→ What is being asked
For the string "Harding", search the entries below and copy every line where it appears.

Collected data
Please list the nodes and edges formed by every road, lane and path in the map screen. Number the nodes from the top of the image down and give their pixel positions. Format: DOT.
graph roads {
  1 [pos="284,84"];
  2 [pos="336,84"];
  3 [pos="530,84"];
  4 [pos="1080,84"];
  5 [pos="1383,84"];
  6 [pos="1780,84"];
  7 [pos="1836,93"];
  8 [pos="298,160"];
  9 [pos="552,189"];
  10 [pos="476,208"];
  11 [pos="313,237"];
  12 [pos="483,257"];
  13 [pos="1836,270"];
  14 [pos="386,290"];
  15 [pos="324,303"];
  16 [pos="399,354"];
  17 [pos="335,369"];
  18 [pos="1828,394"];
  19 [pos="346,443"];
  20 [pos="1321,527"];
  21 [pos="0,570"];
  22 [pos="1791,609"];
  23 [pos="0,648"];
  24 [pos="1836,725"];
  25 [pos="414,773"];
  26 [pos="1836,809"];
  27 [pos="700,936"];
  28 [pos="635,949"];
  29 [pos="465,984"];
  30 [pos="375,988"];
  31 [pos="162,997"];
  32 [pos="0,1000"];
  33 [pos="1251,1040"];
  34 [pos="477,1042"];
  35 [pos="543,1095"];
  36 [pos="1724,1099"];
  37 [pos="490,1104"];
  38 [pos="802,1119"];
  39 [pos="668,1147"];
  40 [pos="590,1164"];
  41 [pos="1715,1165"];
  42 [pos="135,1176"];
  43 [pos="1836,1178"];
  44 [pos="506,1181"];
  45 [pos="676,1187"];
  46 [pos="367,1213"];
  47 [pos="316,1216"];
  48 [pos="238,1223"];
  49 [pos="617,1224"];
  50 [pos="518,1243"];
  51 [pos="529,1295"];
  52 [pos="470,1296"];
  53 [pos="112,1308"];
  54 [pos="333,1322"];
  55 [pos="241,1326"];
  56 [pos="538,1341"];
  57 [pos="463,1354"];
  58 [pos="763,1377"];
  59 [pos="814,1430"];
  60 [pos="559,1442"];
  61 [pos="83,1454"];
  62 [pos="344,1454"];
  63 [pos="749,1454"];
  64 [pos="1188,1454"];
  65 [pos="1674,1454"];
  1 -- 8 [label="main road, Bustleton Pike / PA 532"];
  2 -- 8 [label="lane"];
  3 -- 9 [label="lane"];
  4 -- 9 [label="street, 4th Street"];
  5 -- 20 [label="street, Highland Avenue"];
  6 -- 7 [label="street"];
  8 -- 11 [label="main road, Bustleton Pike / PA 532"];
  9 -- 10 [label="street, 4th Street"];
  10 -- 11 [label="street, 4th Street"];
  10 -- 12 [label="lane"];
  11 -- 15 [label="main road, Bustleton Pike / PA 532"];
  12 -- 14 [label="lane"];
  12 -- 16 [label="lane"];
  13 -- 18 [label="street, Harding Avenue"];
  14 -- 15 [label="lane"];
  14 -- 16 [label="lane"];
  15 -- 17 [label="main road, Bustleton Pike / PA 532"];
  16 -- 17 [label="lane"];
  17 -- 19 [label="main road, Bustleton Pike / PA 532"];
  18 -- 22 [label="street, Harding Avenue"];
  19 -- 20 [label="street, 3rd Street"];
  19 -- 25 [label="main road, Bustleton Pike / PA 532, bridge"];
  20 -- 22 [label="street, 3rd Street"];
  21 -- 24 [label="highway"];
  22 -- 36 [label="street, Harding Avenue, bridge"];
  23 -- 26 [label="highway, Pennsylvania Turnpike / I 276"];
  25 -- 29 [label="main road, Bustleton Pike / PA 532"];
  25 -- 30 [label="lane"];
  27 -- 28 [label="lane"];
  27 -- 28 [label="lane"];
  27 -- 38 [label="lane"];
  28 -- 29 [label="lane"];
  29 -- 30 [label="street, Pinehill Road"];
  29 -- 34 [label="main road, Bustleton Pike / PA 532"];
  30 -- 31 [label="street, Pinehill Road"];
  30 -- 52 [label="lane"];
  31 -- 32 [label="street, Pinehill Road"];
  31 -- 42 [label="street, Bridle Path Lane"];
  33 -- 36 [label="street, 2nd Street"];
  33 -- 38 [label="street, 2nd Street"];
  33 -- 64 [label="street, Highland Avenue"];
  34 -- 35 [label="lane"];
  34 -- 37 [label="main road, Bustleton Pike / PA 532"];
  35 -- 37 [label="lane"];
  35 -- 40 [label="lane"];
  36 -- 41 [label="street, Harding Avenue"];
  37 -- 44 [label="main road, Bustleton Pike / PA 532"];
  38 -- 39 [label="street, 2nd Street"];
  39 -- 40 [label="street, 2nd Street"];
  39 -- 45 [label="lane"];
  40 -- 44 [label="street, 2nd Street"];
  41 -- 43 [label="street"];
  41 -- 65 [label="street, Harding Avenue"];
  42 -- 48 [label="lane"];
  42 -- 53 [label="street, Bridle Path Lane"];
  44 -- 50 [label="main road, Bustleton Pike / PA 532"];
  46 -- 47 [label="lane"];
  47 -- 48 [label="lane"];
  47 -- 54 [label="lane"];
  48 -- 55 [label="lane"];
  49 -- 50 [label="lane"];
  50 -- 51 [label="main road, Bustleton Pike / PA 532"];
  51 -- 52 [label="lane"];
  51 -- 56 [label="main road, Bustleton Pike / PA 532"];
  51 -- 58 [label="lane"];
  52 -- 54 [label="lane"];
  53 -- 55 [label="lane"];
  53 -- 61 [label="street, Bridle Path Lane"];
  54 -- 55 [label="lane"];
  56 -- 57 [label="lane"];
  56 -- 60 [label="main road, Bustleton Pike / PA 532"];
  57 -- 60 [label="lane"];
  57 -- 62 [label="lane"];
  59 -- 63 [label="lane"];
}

→ Answer to this problem
  13 -- 18 [label="street, Harding Avenue"];
  18 -- 22 [label="street, Harding Avenue"];
  22 -- 36 [label="street, Harding Avenue, bridge"];
  36 -- 41 [label="street, Harding Avenue"];
  41 -- 65 [label="street, Harding Avenue"];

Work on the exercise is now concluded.